Each entry must be written out again exactly as it stands.

*** Opening Provided entries ***

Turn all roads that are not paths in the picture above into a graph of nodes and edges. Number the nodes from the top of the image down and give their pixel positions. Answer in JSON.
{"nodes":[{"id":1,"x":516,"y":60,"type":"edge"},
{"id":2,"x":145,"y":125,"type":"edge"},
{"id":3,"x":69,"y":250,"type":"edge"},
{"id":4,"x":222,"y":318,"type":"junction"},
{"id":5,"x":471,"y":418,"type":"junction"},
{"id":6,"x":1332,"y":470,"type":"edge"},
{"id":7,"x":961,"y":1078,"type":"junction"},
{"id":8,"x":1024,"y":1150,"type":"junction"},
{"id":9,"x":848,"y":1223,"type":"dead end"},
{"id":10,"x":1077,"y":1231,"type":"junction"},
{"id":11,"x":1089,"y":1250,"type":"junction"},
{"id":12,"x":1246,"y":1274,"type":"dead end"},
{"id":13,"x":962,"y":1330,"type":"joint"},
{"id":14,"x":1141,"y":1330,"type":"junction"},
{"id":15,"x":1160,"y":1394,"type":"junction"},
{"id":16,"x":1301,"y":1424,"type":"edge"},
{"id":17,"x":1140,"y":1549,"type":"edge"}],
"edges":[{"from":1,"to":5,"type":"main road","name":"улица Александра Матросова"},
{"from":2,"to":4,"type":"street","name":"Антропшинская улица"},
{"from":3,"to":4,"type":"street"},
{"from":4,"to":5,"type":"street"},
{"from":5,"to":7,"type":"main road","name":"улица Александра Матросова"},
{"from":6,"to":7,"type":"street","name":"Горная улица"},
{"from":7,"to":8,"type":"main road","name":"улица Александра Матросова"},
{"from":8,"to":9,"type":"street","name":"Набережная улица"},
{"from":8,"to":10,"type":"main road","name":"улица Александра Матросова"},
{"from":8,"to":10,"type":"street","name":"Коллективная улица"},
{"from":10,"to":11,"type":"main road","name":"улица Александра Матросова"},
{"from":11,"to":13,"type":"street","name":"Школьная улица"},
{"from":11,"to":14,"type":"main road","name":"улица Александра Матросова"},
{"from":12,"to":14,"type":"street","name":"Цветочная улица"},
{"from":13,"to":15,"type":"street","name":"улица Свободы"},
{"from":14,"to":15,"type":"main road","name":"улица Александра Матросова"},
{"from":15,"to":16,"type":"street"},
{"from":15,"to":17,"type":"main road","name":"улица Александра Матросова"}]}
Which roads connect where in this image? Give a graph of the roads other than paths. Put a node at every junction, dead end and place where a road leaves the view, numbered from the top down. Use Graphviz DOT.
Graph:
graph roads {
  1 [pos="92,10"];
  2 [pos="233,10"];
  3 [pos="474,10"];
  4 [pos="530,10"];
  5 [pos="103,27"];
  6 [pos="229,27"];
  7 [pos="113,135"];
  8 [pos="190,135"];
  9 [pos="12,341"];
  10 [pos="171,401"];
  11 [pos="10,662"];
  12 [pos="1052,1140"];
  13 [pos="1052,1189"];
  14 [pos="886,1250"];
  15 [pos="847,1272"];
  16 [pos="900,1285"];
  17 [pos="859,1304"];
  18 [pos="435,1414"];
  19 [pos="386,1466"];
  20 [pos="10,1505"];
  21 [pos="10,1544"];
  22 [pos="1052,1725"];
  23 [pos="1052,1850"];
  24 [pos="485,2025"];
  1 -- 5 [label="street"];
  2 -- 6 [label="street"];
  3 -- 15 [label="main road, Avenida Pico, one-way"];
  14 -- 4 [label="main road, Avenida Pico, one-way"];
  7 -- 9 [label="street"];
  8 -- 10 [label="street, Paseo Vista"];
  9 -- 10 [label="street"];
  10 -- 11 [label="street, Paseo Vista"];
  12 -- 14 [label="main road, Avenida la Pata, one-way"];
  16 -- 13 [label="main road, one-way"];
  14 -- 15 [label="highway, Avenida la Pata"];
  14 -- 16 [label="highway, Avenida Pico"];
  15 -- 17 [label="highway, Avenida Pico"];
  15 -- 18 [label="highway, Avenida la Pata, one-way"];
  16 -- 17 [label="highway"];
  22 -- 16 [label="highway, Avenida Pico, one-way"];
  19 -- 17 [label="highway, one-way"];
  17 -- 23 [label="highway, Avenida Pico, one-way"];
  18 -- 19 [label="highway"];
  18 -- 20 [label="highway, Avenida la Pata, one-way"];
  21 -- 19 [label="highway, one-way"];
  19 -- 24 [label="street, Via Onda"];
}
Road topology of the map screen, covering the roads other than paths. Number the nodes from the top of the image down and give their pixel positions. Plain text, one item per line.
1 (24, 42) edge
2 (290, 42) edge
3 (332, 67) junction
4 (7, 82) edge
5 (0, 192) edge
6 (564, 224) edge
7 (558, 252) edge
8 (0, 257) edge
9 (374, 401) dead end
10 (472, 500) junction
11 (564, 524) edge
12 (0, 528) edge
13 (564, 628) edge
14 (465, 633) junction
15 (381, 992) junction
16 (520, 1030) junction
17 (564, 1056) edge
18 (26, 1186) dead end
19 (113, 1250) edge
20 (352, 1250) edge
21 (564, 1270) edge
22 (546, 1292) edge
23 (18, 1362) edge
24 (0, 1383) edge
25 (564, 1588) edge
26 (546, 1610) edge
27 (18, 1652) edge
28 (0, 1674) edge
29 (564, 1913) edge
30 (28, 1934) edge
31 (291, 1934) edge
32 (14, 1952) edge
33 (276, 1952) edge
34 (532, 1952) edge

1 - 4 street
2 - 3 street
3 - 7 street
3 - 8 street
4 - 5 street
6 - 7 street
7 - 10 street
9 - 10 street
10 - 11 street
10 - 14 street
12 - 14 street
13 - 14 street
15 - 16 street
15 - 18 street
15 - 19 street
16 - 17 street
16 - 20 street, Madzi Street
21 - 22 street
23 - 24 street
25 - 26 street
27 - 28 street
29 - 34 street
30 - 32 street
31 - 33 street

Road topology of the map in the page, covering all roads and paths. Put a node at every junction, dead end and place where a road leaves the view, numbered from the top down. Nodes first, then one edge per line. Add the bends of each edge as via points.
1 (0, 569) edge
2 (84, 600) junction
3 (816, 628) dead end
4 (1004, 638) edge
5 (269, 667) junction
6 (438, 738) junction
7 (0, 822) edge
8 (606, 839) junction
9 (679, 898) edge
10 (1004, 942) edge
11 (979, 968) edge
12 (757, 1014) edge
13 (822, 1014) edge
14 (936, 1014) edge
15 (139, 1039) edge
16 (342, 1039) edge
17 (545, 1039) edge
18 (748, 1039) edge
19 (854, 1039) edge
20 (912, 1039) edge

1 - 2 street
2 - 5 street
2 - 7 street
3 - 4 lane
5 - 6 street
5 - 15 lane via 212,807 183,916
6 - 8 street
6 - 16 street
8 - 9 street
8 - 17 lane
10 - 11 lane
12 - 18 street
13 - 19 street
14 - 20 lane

*** Closing Provided entries ***

_Response_
Turn all roads that are not paths in the picture above into a graph of nodes and edges. Number the nodes from the top of the image down and give their pixel positions. Answer in JSON.
{"nodes":[{"id":1,"x":516,"y":60,"type":"edge"},
{"id":2,"x":145,"y":125,"type":"edge"},
{"id":3,"x":69,"y":250,"type":"edge"},
{"id":4,"x":222,"y":318,"type":"junction"},
{"id":5,"x":471,"y":418,"type":"junction"},
{"id":6,"x":1332,"y":470,"type":"edge"},
{"id":7,"x":961,"y":1078,"type":"junction"},
{"id":8,"x":1024,"y":1150,"type":"junction"},
{"id":9,"x":848,"y":1223,"type":"dead end"},
{"id":10,"x":1077,"y":1231,"type":"junction"},
{"id":11,"x":1089,"y":1250,"type":"junction"},
{"id":12,"x":1246,"y":1274,"type":"dead end"},
{"id":13,"x":962,"y":1330,"type":"joint"},
{"id":14,"x":1141,"y":1330,"type":"junction"},
{"id":15,"x":1160,"y":1394,"type":"junction"},
{"id":16,"x":1301,"y":1424,"type":"edge"},
{"id":17,"x":1140,"y":1549,"type":"edge"}],
"edges":[{"from":1,"to":5,"type":"main road","name":"улица Александра Матросова"},
{"from":2,"to":4,"type":"street","name":"Антропшинская улица"},
{"from":3,"to":4,"type":"street"},
{"from":4,"to":5,"type":"street"},
{"from":5,"to":7,"type":"main road","name":"улица Александра Матросова"},
{"from":6,"to":7,"type":"street","name":"Горная улица"},
{"from":7,"to":8,"type":"main road","name":"улица Александра Матросова"},
{"from":8,"to":9,"type":"street","name":"Набережная улица"},
{"from":8,"to":10,"type":"main road","name":"улица Александра Матросова"},
{"from":8,"to":10,"type":"street","name":"Коллективная улица"},
{"from":10,"to":11,"type":"main road","name":"улица Александра Матросова"},
{"from":11,"to":13,"type":"street","name":"Школьная улица"},
{"from":11,"to":14,"type":"main road","name":"улица Александра Матросова"},
{"from":12,"to":14,"type":"street","name":"Цветочная улица"},
{"from":13,"to":15,"type":"street","name":"улица Свободы"},
{"from":14,"to":15,"type":"main road","name":"улица Александра Матросова"},
{"from":15,"to":16,"type":"street"},
{"from":15,"to":17,"type":"main road","name":"улица Александра Матросова"}]}
Which roads connect where in this image? Give a graph of the roads other than paths. Put a node at every junction, dead end and place where a road leaves the view, numbered from the top down. Use Graphviz DOT.
Graph:
graph roads {
  1 [pos="92,10"];
  2 [pos="233,10"];
  3 [pos="474,10"];
  4 [pos="530,10"];
  5 [pos="103,27"];
  6 [pos="229,27"];
  7 [pos="113,135"];
  8 [pos="190,135"];
  9 [pos="12,341"];
  10 [pos="171,401"];
  11 [pos="10,662"];
  12 [pos="1052,1140"];
  13 [pos="1052,1189"];
  14 [pos="886,1250"];
  15 [pos="847,1272"];
  16 [pos="900,1285"];
  17 [pos="859,1304"];
  18 [pos="435,1414"];
  19 [pos="386,1466"];
  20 [pos="10,1505"];
  21 [pos="10,1544"];
  22 [pos="1052,1725"];
  23 [pos="1052,1850"];
  24 [pos="485,2025"];
  1 -- 5 [label="street"];
  2 -- 6 [label="street"];
  3 -- 15 [label="main road, Avenida Pico, one-way"];
  14 -- 4 [label="main road, Avenida Pico, one-way"];
  7 -- 9 [label="street"];
  8 -- 10 [label="street, Paseo Vista"];
  9 -- 10 [label="street"];
  10 -- 11 [label="street, Paseo Vista"];
  12 -- 14 [label="main road, Avenida la Pata, one-way"];
  16 -- 13 [label="main road, one-way"];
  14 -- 15 [label="highway, Avenida la Pata"];
  14 -- 16 [label="highway, Avenida Pico"];
  15 -- 17 [label="highway, Avenida Pico"];
  15 -- 18 [label="highway, Avenida la Pata, one-way"];
  16 -- 17 [label="highway"];
  22 -- 16 [label="highway, Avenida Pico, one-way"];
  19 -- 17 [label="highway, one-way"];
  17 -- 23 [label="highway, Avenida Pico, one-way"];
  18 -- 19 [label="highway"];
  18 -- 20 [label="highway, Avenida la Pata, one-way"];
  21 -- 19 [label="highway, one-way"];
  19 -- 24 [label="street, Via Onda"];
}
Road topology of the map screen, covering the roads other than paths. Number the nodes from the top of the image down and give their pixel positions. Plain text, one item per line.
1 (24, 42) edge
2 (290, 42) edge
3 (332, 67) junction
4 (7, 82) edge
5 (0, 192) edge
6 (564, 224) edge
7 (558, 252) edge
8 (0, 257) edge
9 (374, 401) dead end
10 (472, 500) junction
11 (564, 524) edge
12 (0, 528) edge
13 (564, 628) edge
14 (465, 633) junction
15 (381, 992) junction
16 (520, 1030) junction
17 (564, 1056) edge
18 (26, 1186) dead end
19 (113, 1250) edge
20 (352, 1250) edge
21 (564, 1270) edge
22 (546, 1292) edge
23 (18, 1362) edge
24 (0, 1383) edge
25 (564, 1588) edge
26 (546, 1610) edge
27 (18, 1652) edge
28 (0, 1674) edge
29 (564, 1913) edge
30 (28, 1934) edge
31 (291, 1934) edge
32 (14, 1952) edge
33 (276, 1952) edge
34 (532, 1952) edge

1 - 4 street
2 - 3 street
3 - 7 street
3 - 8 street
4 - 5 street
6 - 7 street
7 - 10 street
9 - 10 street
10 - 11 street
10 - 14 street
12 - 14 street
13 - 14 street
15 - 16 street
15 - 18 street
15 - 19 street
16 - 17 street
16 - 20 street, Madzi Street
21 - 22 street
23 - 24 street
25 - 26 street
27 - 28 street
29 - 34 street
30 - 32 street
31 - 33 street

Road topology of the map in the page, covering all roads and paths. Put a node at every junction, dead end and place where a road leaves the view, numbered from the top down. Nodes first, then one edge per line. Add the bends of each edge as via points.
1 (0, 569) edge
2 (84, 600) junction
3 (816, 628) dead end
4 (1004, 638) edge
5 (269, 667) junction
6 (438, 738) junction
7 (0, 822) edge
8 (606, 839) junction
9 (679, 898) edge
10 (1004, 942) edge
11 (979, 968) edge
12 (757, 1014) edge
13 (822, 1014) edge
14 (936, 1014) edge
15 (139, 1039) edge
16 (342, 1039) edge
17 (545, 1039) edge
18 (748, 1039) edge
19 (854, 1039) edge
20 (912, 1039) edge

1 - 2 street
2 - 5 street
2 - 7 street
3 - 4 lane
5 - 6 street
5 - 15 lane via 212,807 183,916
6 - 8 street
6 - 16 street
8 - 9 street
8 - 17 lane
10 - 11 lane
12 - 18 street
13 - 19 street
14 - 20 lane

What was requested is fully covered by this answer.